> What the exercise asks:
Find the lines in the listing below that have the word "graph" and give their count, nothing else.

> Data for review:
★ ★ ★

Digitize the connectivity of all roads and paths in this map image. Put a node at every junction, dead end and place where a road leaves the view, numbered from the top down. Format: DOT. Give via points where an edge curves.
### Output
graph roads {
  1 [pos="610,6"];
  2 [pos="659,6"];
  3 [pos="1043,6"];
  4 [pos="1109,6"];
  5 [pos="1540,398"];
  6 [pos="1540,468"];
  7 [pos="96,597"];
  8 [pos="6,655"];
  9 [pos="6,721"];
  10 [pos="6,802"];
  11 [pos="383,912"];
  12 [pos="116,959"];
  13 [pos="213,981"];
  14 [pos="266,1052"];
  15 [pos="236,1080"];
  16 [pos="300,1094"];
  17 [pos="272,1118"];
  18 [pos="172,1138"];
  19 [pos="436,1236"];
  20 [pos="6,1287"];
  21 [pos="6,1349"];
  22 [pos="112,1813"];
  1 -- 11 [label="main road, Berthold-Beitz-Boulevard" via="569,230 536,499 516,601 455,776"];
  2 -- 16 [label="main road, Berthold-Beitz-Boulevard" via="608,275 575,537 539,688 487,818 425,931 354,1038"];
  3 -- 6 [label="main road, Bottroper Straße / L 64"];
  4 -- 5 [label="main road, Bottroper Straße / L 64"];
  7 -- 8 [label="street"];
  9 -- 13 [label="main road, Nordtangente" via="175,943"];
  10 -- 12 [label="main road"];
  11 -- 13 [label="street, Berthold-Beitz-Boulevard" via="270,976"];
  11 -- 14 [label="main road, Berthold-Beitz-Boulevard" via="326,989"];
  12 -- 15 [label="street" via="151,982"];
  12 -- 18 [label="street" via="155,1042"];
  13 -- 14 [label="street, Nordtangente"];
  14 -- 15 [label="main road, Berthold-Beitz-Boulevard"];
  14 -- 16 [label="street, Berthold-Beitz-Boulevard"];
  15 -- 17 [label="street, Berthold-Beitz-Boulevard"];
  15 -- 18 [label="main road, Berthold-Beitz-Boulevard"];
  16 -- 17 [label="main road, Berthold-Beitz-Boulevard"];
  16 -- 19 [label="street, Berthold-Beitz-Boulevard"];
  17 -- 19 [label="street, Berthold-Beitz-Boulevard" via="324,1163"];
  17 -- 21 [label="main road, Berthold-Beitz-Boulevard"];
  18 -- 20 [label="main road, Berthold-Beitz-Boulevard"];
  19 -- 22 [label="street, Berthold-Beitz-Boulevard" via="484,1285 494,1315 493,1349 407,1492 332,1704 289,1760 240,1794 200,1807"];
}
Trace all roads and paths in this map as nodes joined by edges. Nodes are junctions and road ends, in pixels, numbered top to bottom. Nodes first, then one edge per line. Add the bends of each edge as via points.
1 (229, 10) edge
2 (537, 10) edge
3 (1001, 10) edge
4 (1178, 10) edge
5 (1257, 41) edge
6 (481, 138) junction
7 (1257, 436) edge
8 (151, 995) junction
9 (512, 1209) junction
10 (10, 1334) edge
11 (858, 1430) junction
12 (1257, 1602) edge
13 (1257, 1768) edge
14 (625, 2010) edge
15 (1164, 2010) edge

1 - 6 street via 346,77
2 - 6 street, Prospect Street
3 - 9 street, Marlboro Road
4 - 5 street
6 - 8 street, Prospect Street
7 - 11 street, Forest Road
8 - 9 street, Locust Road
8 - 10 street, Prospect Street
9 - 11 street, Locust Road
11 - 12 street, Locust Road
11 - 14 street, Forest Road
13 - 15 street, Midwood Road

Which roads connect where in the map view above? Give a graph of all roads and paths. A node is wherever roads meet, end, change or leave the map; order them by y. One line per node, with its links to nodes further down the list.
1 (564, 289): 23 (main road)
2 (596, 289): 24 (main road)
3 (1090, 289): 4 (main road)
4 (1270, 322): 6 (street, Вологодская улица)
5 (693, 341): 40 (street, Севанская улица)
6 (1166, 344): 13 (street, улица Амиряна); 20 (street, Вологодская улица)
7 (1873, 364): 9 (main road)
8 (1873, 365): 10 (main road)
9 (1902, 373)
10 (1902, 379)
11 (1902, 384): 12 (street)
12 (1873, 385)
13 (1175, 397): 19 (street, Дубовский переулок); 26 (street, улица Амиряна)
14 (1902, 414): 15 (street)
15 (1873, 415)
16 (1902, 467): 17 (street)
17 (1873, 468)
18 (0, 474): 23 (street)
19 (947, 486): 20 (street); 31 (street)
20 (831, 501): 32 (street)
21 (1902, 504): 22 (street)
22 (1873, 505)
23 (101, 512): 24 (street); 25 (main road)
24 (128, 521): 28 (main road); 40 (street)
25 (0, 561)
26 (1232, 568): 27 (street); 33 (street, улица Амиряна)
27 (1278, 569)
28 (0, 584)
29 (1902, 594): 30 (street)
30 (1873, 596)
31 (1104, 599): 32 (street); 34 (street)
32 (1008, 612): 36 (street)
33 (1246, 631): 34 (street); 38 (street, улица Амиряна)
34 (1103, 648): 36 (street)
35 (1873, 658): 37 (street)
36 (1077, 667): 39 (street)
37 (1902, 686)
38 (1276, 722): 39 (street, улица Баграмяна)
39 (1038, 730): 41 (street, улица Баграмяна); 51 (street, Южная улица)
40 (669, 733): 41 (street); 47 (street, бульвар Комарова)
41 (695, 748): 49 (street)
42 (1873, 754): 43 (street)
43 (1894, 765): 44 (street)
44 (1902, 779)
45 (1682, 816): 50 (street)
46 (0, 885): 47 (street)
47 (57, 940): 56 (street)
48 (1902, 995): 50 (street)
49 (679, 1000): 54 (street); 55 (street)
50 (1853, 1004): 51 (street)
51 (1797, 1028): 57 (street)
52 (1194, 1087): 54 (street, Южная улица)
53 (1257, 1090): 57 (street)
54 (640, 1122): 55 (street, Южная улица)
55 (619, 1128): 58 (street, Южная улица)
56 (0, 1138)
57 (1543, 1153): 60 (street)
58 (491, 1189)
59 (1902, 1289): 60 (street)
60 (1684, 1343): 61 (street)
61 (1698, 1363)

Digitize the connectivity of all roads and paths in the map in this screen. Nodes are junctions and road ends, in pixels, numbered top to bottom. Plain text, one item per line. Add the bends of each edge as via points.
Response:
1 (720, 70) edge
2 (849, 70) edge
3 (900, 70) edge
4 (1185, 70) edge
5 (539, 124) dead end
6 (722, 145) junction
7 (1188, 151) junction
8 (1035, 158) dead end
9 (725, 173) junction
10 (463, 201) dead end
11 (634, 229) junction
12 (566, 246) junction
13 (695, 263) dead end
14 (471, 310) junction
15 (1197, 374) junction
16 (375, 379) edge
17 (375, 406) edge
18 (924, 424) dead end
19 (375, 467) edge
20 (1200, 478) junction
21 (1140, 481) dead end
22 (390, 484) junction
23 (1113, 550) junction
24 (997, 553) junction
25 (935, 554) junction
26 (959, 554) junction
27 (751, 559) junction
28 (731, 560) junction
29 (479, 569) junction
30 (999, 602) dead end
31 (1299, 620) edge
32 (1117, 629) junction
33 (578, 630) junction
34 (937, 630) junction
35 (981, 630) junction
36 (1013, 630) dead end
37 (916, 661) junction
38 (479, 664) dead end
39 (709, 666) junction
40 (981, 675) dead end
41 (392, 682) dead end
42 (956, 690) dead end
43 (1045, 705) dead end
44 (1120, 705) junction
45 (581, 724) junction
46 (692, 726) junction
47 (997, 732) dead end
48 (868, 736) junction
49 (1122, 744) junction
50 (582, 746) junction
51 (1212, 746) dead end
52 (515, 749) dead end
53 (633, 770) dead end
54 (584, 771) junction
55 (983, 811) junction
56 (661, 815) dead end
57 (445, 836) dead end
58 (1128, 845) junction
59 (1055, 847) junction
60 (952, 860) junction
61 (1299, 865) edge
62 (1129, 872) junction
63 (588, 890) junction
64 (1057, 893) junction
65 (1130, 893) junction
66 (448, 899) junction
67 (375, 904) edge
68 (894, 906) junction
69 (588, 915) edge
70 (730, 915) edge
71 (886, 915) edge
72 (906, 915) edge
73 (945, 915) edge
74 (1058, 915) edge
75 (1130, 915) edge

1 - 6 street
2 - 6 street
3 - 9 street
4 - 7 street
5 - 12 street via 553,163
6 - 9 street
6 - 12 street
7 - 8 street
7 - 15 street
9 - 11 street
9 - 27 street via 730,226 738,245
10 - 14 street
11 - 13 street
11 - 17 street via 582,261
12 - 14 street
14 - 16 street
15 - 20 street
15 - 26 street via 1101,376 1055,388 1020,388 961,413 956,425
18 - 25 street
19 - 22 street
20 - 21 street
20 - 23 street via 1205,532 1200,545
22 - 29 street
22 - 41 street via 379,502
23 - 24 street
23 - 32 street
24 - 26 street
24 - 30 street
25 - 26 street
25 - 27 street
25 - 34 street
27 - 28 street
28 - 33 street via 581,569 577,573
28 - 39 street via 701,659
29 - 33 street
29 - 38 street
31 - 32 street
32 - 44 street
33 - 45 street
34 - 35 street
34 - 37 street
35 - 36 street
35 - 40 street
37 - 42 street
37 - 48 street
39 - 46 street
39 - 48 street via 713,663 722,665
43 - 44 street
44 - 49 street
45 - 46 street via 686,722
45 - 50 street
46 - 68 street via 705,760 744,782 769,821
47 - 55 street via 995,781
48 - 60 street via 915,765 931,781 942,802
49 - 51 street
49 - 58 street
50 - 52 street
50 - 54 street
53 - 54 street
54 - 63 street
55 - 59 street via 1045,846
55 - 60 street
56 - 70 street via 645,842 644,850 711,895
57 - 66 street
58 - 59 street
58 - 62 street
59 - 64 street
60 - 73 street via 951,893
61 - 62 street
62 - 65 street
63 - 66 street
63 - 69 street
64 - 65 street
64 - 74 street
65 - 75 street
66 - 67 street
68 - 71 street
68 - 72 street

★ ★ ★

> Written reply:
2